Растущая популярность штрих-кодирования ДНК и молекулярной таксономии в целом подчеркивает растущую потребность в такой практике и оборудовании.
В силу этих трудностей для сохранения образцов ДНК насекомых применялось несколько альтернативных и практических методов (Дин и Баллард 2001; Дессауэр, Коул и Хафнер 1996; Диллон, Остин и Бартовски 1996; Фукацу 1999; Мандриоли, Борсатти и Мола 2006; Пост, Флук и Миллер 1993; Куик, Белшав и Лопес).
В частности, представляется чрезвычайно важным как можно скорее удалить воду из тканей насекомых, чтобы избежать разрушения ДНК.
Некоторые специалисты по колетариям (специалисты по жукам) и диптеристам (специалисты по мухам) проводят быстрое высыхание образцов путем помещения их в герметичный контейнер с кремниевым гелем.
Крупные насекомые могут быть быстро и эффективно высушены только при использовании сушки в критической точке, что приводит к получению хорошо сохранившихся образцов.
Лучшие фиксирующие растворы для насекомых различаются в зависимости от кутикулового состава.

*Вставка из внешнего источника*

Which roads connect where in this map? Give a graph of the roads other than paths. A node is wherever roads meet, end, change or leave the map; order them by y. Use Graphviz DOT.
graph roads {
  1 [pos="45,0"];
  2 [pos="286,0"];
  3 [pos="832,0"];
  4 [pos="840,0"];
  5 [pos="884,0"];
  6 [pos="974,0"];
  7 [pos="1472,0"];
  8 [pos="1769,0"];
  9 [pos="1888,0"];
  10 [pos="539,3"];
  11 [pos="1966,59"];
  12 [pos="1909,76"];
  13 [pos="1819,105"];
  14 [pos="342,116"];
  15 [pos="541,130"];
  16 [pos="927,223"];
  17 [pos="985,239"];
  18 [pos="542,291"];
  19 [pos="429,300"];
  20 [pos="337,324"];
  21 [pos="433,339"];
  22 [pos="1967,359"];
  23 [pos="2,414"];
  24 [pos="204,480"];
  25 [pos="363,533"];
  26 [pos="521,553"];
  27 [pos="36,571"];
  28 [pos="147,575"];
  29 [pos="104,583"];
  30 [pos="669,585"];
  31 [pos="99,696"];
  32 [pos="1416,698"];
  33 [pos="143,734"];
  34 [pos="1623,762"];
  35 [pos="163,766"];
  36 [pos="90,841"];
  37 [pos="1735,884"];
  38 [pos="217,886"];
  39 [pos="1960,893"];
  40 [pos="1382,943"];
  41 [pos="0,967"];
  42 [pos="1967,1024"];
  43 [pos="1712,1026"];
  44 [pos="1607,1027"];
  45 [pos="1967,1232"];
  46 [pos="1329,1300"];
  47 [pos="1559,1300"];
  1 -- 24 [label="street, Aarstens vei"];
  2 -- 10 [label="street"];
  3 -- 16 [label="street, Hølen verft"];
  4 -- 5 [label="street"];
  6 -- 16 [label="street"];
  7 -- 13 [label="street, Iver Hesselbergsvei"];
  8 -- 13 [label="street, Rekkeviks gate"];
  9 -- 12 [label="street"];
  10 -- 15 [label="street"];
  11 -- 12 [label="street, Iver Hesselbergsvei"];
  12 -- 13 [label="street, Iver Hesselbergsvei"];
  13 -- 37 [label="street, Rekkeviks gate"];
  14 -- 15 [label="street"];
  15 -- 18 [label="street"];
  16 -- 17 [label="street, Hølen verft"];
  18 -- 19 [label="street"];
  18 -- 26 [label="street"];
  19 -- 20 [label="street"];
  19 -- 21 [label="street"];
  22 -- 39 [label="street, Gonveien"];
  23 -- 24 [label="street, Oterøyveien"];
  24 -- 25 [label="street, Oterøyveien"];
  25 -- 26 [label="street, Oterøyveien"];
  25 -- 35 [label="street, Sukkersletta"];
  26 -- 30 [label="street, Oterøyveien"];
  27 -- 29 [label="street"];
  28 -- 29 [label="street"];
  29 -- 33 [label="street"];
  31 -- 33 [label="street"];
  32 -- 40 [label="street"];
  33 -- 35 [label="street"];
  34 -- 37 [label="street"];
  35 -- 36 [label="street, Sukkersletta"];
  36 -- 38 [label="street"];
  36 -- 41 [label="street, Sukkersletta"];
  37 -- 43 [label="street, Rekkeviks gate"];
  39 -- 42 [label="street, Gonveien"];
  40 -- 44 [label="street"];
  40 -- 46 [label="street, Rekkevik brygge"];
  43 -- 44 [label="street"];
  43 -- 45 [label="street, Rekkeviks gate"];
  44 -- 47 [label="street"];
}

Обзор различных методов в литературе не позволил выявить уникальный, широко применяемый и экономически эффективный архивный носитель.
Отсутствие точных сведений о способах хранения насекомых повышает вероятность их ненадлежащего хранения и указывает на необходимость дальнейших исследований.
Например, согласно сообщениям, растворы холодного 70 и 100% этанола являются высокоэффективными в Hymenoptera (пчелы, осы и муравьи), тогда как в Lepidoptera (бабочки и моли) они были малоэффективными, как в Mandrioli, Borsatti, и Mola (2006), и в Coleoptera Reeiss (1995).
Эта разница может объясняться более медленным поступлением этанола в ткани лепидоптерана и колеоптерана, о чем сообщают крупные виды крылатых.
Эту проблему удалось решить в грудной клетке и животе с помощью маленьких отверстий в грудной клетке и брюшной полости, через которые в них проникает жидкость.
Это говорит о том, что ДНК разлагается меньше, если она быстро насыщается алкоголем. Использование абсолютного этанола предпочтительнее спирта (например, 95% этанола, 1% метанола и 4% воды), поскольку ДНК лучше сохраняется и содержит некоторые загрязнения, которые могут повлиять на процесс ПЦР.